* _Materials provided_:

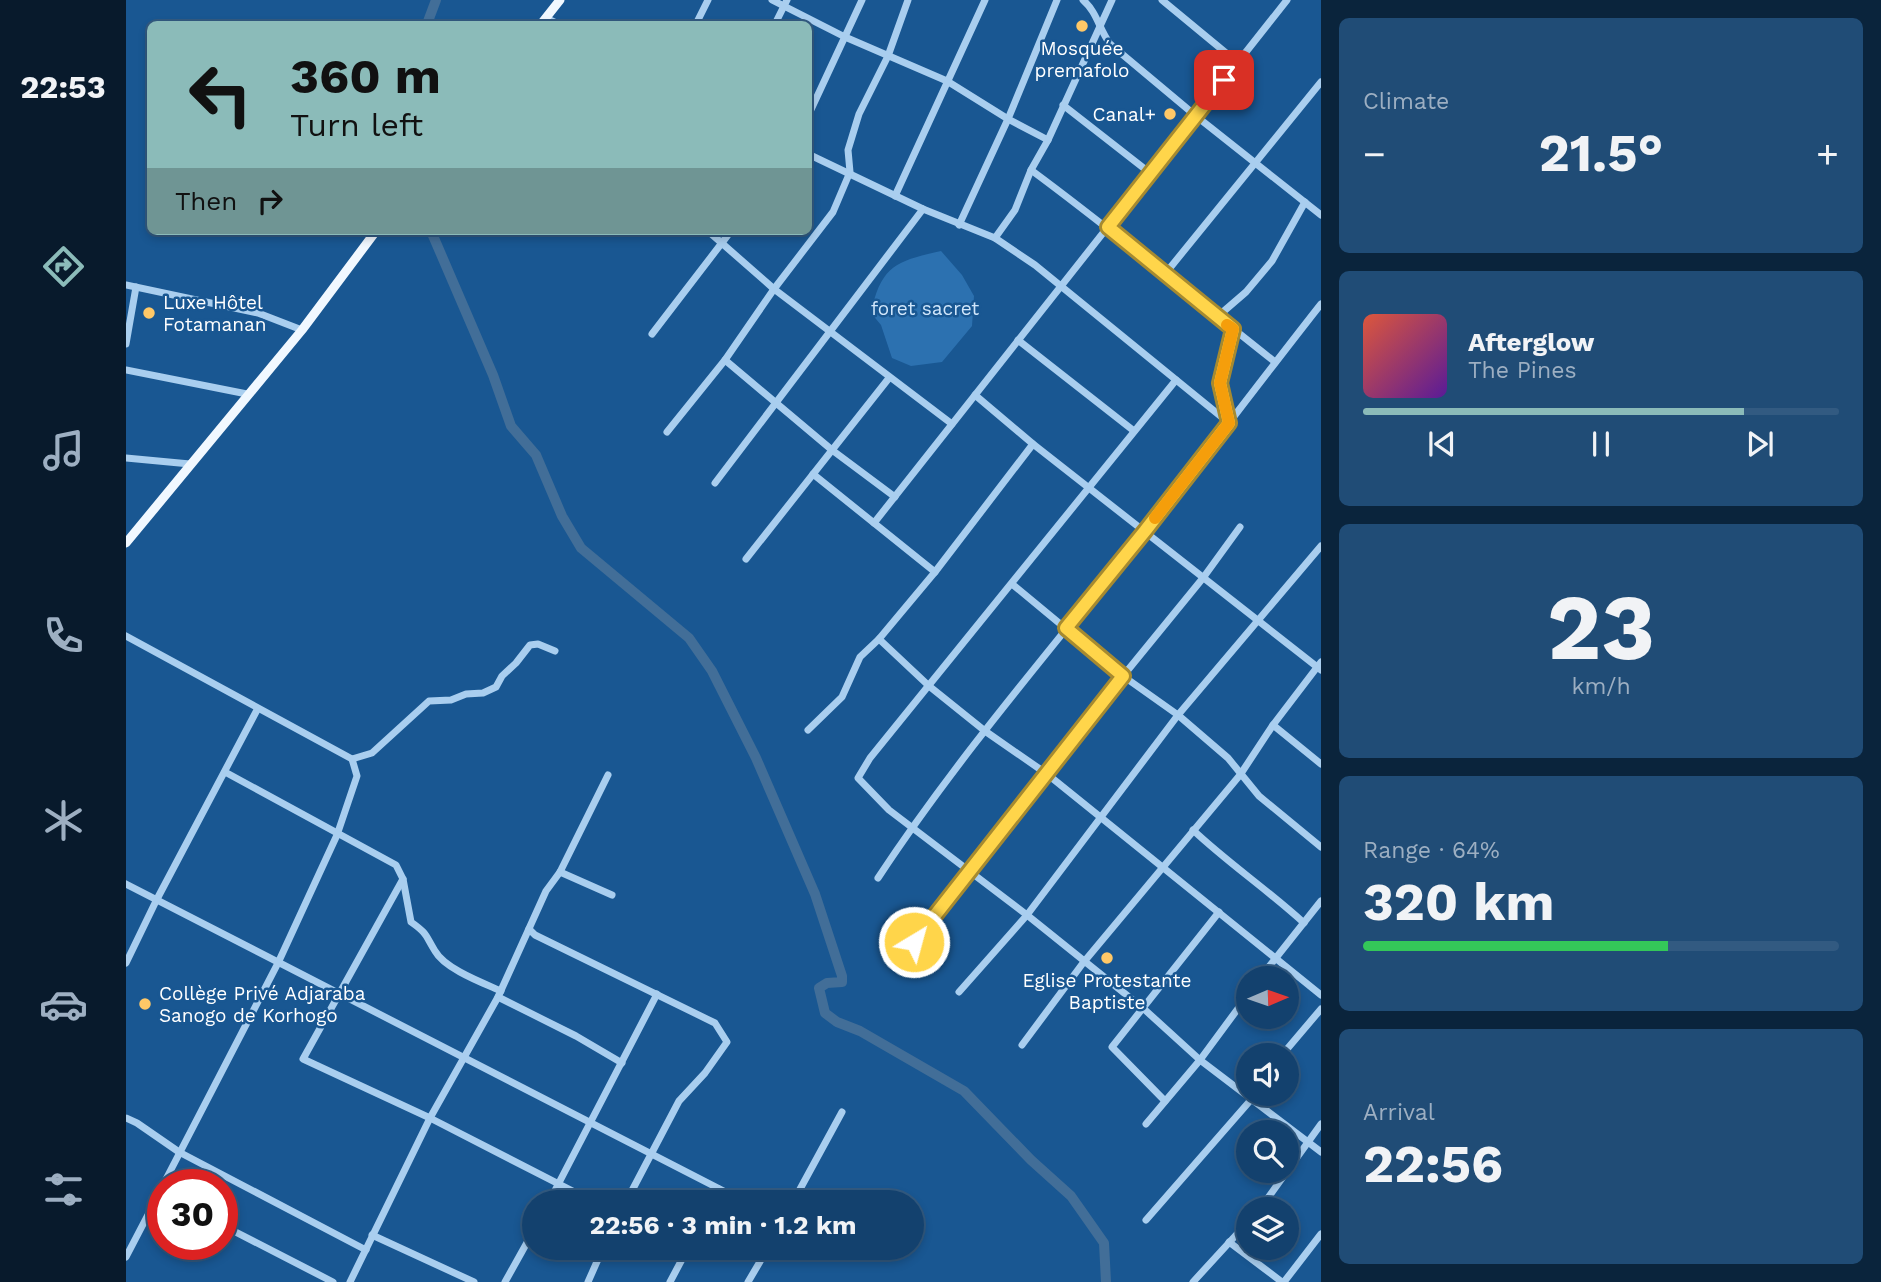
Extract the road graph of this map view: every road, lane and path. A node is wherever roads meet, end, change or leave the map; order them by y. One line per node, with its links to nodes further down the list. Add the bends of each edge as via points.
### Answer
1 (560, 0): 13 (main road)
2 (708, 0): 14 (street)
3 (772, 0): 12 (street)
4 (862, 0): 17 (street)
5 (908, 0): 18 (street)
6 (985, 0): 20 (street)
7 (1057, 0): 25 (street)
8 (1083, 0): 16 (street)
9 (1112, 0): 16 (street)
10 (1162, 0): 19 (street)
11 (1285, 1): 19 (street)
12 (786, 3): 15 (street); 17 (street)
13 (543, 21)
14 (698, 21)
15 (777, 21)
16 (1100, 26): 22 (street); 24 (street, via 1110,44)
17 (845, 37): 18 (street); 23 (street)
18 (888, 56): 20 (street); 30 (street, via 859,114 848,150)
19 (1237, 62): 24 (street)
20 (947, 81): 25 (street); 32 (street)
21 (1321, 82): 28 (street)
22 (1063, 105): 26 (street); 31 (street)
23 (812, 107)
24 (1196, 116): 28 (street); 31 (street)
25 (1008, 120): 26 (street); 36 (street)
26 (1048, 140): 29 (street)
27 (812, 155): 30 (street)
28 (1255, 163): 33 (street); 43 (street)
29 (1031, 170): 37 (street); 41 (street, via 1015,211)
30 (850, 172): 32 (street); 47 (street, via 833,212)
31 (1150, 173): 37 (street)
32 (895, 196): 34 (street)
33 (1305, 202): 35 (street); 49 (street, via 1272,261)
34 (923, 209): 36 (street); 52 (street)
35 (1321, 215)
36 (960, 225): 41 (street)
37 (1108, 227): 43 (street); 46 (street)
38 (373, 235): 51 (main road)
39 (713, 235): 42 (street)
40 (728, 235): 42 (street)
41 (995, 238): 46 (street)
42 (722, 242): 47 (street); 53 (street)
43 (1166, 274): 49 (street)
44 (126, 285): 45 (street)
45 (136, 287): 51 (street, via 258,313); 55 (street)
46 (1061, 287): 54 (street); 60 (street)
47 (774, 289): 52 (street); 56 (street)
48 (1321, 304): 57 (street)
49 (1217, 317): 50 (street)
50 (1233, 329): 57 (street); 64 (street, via 1220,383)
51 (302, 330): 61 (main road)
52 (830, 332): 59 (street); 63 (street)
53 (652, 334)
54 (1018, 340): 62 (street); 66 (street)
55 (126, 344)
56 (725, 360): 63 (street); 67 (street)
57 (1275, 362): 64 (street)
58 (126, 370): 61 (street)
59 (889, 378): 65 (street); 69 (street)
60 (1176, 380): 64 (street); 66 (street)
61 (247, 394): 71 (main road)
62 (975, 395): 65 (street); 68 (street)
63 (775, 404): 69 (street); 73 (street)
64 (1229, 423): 78 (street)
65 (953, 424): 75 (street)
66 (1134, 431): 74 (street)
67 (667, 432)
68 (1033, 444): 74 (street); 82 (street)
69 (832, 450): 72 (street); 75 (street)
70 (126, 458): 71 (street)
71 (190, 464): 79 (main road)
72 (813, 474): 76 (street); 81 (street)
73 (715, 483)
74 (1090, 488): 78 (street); 84 (street)
75 (895, 497): 76 (street)
76 (874, 523): 82 (street)
77 (1240, 527): 83 (street)
78 (1145, 531): 83 (street); 86 (street)
79 (126, 543)
80 (1321, 546): 85 (street)
81 (746, 559)
82 (935, 572): 88 (street)
83 (1203, 578): 85 (street); 91 (street)
84 (1012, 584): 86 (street); 92 (street)
85 (1257, 621): 90 (street); 94 (street)
86 (1066, 628): 91 (street); 97 (street)
87 (126, 636): 93 (street)
88 (878, 639): 92 (street); 96 (street, via 860,657 842,697)
89 (555, 651): 98 (street, via 530,645 496,687 451,700 429,701 372,753)
90 (1320, 666): 95 (street)
91 (1123, 676): 94 (street); 101 (street)
92 (929, 686): 97 (street); 105 (street, via 859,778)
93 (257, 710): 98 (street); 100 (street)
94 (1178, 715): 103 (street, via 1228,758); 104 (street)
95 (1273, 725): 99 (street); 103 (street)
96 (808, 730)
97 (985, 731): 101 (street); 105 (street)
98 (352, 760): 107 (street, via 357,776)
99 (1321, 764)
100 (225, 772): 107 (street); 116 (street)
101 (1047, 774): 104 (street); 110 (street)
102 (608, 775): 111 (street)
103 (1240, 775): 106 (street); 108 (street)
104 (1100, 817): 109 (street); 119 (street)
105 (912, 827): 110 (street); 112 (street)
106 (1193, 830): 109 (street); 120 (street)
107 (337, 835): 113 (street, via 396,865); 126 (street)
108 (1321, 847)
109 (1163, 866): 118 (street); 124 (street)
110 (968, 871): 119 (street); 122 (street)
111 (560, 872): 115 (street); 121 (street)
112 (878, 878)
113 (403, 879): 128 (street); 130 (street, via 411,922 427,933 435,953)
114 (126, 884): 116 (street)
115 (612, 895)
116 (156, 901): 125 (street); 126 (street)
117 (1321, 901): 120 (street)
118 (1219, 912): 123 (street); 133 (street)
119 (1027, 915): 124 (street); 129 (street)
120 (1304, 923): 123 (street)
121 (529, 929): 130 (street); 131 (street)
122 (914, 942)
123 (1275, 957): 127 (street); 132 (street)
124 (1083, 962): 133 (street); 137 (street)
125 (126, 963)
126 (278, 963): 128 (street); 152 (street)
127 (1269, 966)
128 (339, 992): 138 (street); 147 (street, via 303,1059)
129 (959, 992)
130 (500, 994): 138 (street); 140 (street)
131 (657, 994): 140 (street); 154 (street, via 715,1023 727,1042 679,1101)
132 (1321, 995)
133 (1144, 1009): 139 (street); 142 (street, via 1112,1047)
134 (1321, 1009): 136 (street)
135 (1236, 1011): 139 (street)
136 (1292, 1043)
137 (1022, 1045)
138 (465, 1057): 147 (street); 148 (street)
139 (1200, 1060): 141 (street); 142 (street)
140 (622, 1063): 148 (street)
141 (1236, 1085)
142 (1165, 1101): 149 (street)
143 (1246, 1106): 164 (street)
144 (1265, 1106): 151 (street)
145 (842, 1112): 161 (street)
146 (126, 1118): 152 (street)
147 (430, 1118): 156 (street); 167 (street)
148 (592, 1124): 154 (street); 156 (street)
149 (1146, 1124)
150 (1321, 1124): 151 (street)
151 (1307, 1141): 153 (street); 162 (street)
152 (180, 1152): 155 (street); 170 (street)
153 (1321, 1152)
154 (651, 1154): 157 (street); 160 (street)
155 (172, 1169)
156 (559, 1184): 158 (street); 159 (street)
157 (719, 1189)
158 (556, 1190)
159 (571, 1190)
160 (632, 1190)
161 (800, 1190)
162 (1268, 1197)
163 (147, 1217): 172 (street)
164 (1146, 1220)
165 (238, 1233): 176 (street)
166 (1321, 1234): 184 (street)
167 (372, 1235): 170 (street); 178 (street)
168 (1236, 1235): 169 (street)
169 (1229, 1242): 183 (street); 184 (street)
170 (366, 1250): 177 (street)
171 (522, 1252): 179 (street)
172 (126, 1257)
173 (598, 1260): 180 (street)
174 (682, 1260): 181 (street)
175 (761, 1260): 182 (street)
176 (333, 1282)
177 (350, 1282)
178 (474, 1282)
179 (505, 1282)
180 (588, 1282)
181 (670, 1282)
182 (748, 1282)
183 (1193, 1282)
184 (1283, 1282)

* _Exercise_:
Give back every record precisely as it stands, without the images.

* _Your solution_:
Extract the road graph of this map view: every road, lane and path. A node is wherever roads meet, end, change or leave the map; order them by y. One line per node, with its links to nodes further down the list. Add the bends of each edge as via points.
### Answer
1 (560, 0): 13 (main road)
2 (708, 0): 14 (street)
3 (772, 0): 12 (street)
4 (862, 0): 17 (street)
5 (908, 0): 18 (street)
6 (985, 0): 20 (street)
7 (1057, 0): 25 (street)
8 (1083, 0): 16 (street)
9 (1112, 0): 16 (street)
10 (1162, 0): 19 (street)
11 (1285, 1): 19 (street)
12 (786, 3): 15 (street); 17 (street)
13 (543, 21)
14 (698, 21)
15 (777, 21)
16 (1100, 26): 22 (street); 24 (street, via 1110,44)
17 (845, 37): 18 (street); 23 (street)
18 (888, 56): 20 (street); 30 (street, via 859,114 848,150)
19 (1237, 62): 24 (street)
20 (947, 81): 25 (street); 32 (street)
21 (1321, 82): 28 (street)
22 (1063, 105): 26 (street); 31 (street)
23 (812, 107)
24 (1196, 116): 28 (street); 31 (street)
25 (1008, 120): 26 (street); 36 (street)
26 (1048, 140): 29 (street)
27 (812, 155): 30 (street)
28 (1255, 163): 33 (street); 43 (street)
29 (1031, 170): 37 (street); 41 (street, via 1015,211)
30 (850, 172): 32 (street); 47 (street, via 833,212)
31 (1150, 173): 37 (street)
32 (895, 196): 34 (street)
33 (1305, 202): 35 (street); 49 (street, via 1272,261)
34 (923, 209): 36 (street); 52 (street)
35 (1321, 215)
36 (960, 225): 41 (street)
37 (1108, 227): 43 (street); 46 (street)
38 (373, 235): 51 (main road)
39 (713, 235): 42 (street)
40 (728, 235): 42 (street)
41 (995, 238): 46 (street)
42 (722, 242): 47 (street); 53 (street)
43 (1166, 274): 49 (street)
44 (126, 285): 45 (street)
45 (136, 287): 51 (street, via 258,313); 55 (street)
46 (1061, 287): 54 (street); 60 (street)
47 (774, 289): 52 (street); 56 (street)
48 (1321, 304): 57 (street)
49 (1217, 317): 50 (street)
50 (1233, 329): 57 (street); 64 (street, via 1220,383)
51 (302, 330): 61 (main road)
52 (830, 332): 59 (street); 63 (street)
53 (652, 334)
54 (1018, 340): 62 (street); 66 (street)
55 (126, 344)
56 (725, 360): 63 (street); 67 (street)
57 (1275, 362): 64 (street)
58 (126, 370): 61 (street)
59 (889, 378): 65 (street); 69 (street)
60 (1176, 380): 64 (street); 66 (street)
61 (247, 394): 71 (main road)
62 (975, 395): 65 (street); 68 (street)
63 (775, 404): 69 (street); 73 (street)
64 (1229, 423): 78 (street)
65 (953, 424): 75 (street)
66 (1134, 431): 74 (street)
67 (667, 432)
68 (1033, 444): 74 (street); 82 (street)
69 (832, 450): 72 (street); 75 (street)
70 (126, 458): 71 (street)
71 (190, 464): 79 (main road)
72 (813, 474): 76 (street); 81 (street)
73 (715, 483)
74 (1090, 488): 78 (street); 84 (street)
75 (895, 497): 76 (street)
76 (874, 523): 82 (street)
77 (1240, 527): 83 (street)
78 (1145, 531): 83 (street); 86 (street)
79 (126, 543)
80 (1321, 546): 85 (street)
81 (746, 559)
82 (935, 572): 88 (street)
83 (1203, 578): 85 (street); 91 (street)
84 (1012, 584): 86 (street); 92 (street)
85 (1257, 621): 90 (street); 94 (street)
86 (1066, 628): 91 (street); 97 (street)
87 (126, 636): 93 (street)
88 (878, 639): 92 (street); 96 (street, via 860,657 842,697)
89 (555, 651): 98 (street, via 530,645 496,687 451,700 429,701 372,753)
90 (1320, 666): 95 (street)
91 (1123, 676): 94 (street); 101 (street)
92 (929, 686): 97 (street); 105 (street, via 859,778)
93 (257, 710): 98 (street); 100 (street)
94 (1178, 715): 103 (street, via 1228,758); 104 (street)
95 (1273, 725): 99 (street); 103 (street)
96 (808, 730)
97 (985, 731): 101 (street); 105 (street)
98 (352, 760): 107 (street, via 357,776)
99 (1321, 764)
100 (225, 772): 107 (street); 116 (street)
101 (1047, 774): 104 (street); 110 (street)
102 (608, 775): 111 (street)
103 (1240, 775): 106 (street); 108 (street)
104 (1100, 817): 109 (street); 119 (street)
105 (912, 827): 110 (street); 112 (street)
106 (1193, 830): 109 (street); 120 (street)
107 (337, 835): 113 (street, via 396,865); 126 (street)
108 (1321, 847)
109 (1163, 866): 118 (street); 124 (street)
110 (968, 871): 119 (street); 122 (street)
111 (560, 872): 115 (street); 121 (street)
112 (878, 878)
113 (403, 879): 128 (street); 130 (street, via 411,922 427,933 435,953)
114 (126, 884): 116 (street)
115 (612, 895)
116 (156, 901): 125 (street); 126 (street)
117 (1321, 901): 120 (street)
118 (1219, 912): 123 (street); 133 (street)
119 (1027, 915): 124 (street); 129 (street)
120 (1304, 923): 123 (street)
121 (529, 929): 130 (street); 131 (street)
122 (914, 942)
123 (1275, 957): 127 (street); 132 (street)
124 (1083, 962): 133 (street); 137 (street)
125 (126, 963)
126 (278, 963): 128 (street); 152 (street)
127 (1269, 966)
128 (339, 992): 138 (street); 147 (street, via 303,1059)
129 (959, 992)
130 (500, 994): 138 (street); 140 (street)
131 (657, 994): 140 (street); 154 (street, via 715,1023 727,1042 679,1101)
132 (1321, 995)
133 (1144, 1009): 139 (street); 142 (street, via 1112,1047)
134 (1321, 1009): 136 (street)
135 (1236, 1011): 139 (street)
136 (1292, 1043)
137 (1022, 1045)
138 (465, 1057): 147 (street); 148 (street)
139 (1200, 1060): 141 (street); 142 (street)
140 (622, 1063): 148 (street)
141 (1236, 1085)
142 (1165, 1101): 149 (street)
143 (1246, 1106): 164 (street)
144 (1265, 1106): 151 (street)
145 (842, 1112): 161 (street)
146 (126, 1118): 152 (street)
147 (430, 1118): 156 (street); 167 (street)
148 (592, 1124): 154 (street); 156 (street)
149 (1146, 1124)
150 (1321, 1124): 151 (street)
151 (1307, 1141): 153 (street); 162 (street)
152 (180, 1152): 155 (street); 170 (street)
153 (1321, 1152)
154 (651, 1154): 157 (street); 160 (street)
155 (172, 1169)
156 (559, 1184): 158 (street); 159 (street)
157 (719, 1189)
158 (556, 1190)
159 (571, 1190)
160 (632, 1190)
161 (800, 1190)
162 (1268, 1197)
163 (147, 1217): 172 (street)
164 (1146, 1220)
165 (238, 1233): 176 (street)
166 (1321, 1234): 184 (street)
167 (372, 1235): 170 (street); 178 (street)
168 (1236, 1235): 169 (street)
169 (1229, 1242): 183 (street); 184 (street)
170 (366, 1250): 177 (street)
171 (522, 1252): 179 (street)
172 (126, 1257)
173 (598, 1260): 180 (street)
174 (682, 1260): 181 (street)
175 (761, 1260): 182 (street)
176 (333, 1282)
177 (350, 1282)
178 (474, 1282)
179 (505, 1282)
180 (588, 1282)
181 (670, 1282)
182 (748, 1282)
183 (1193, 1282)
184 (1283, 1282)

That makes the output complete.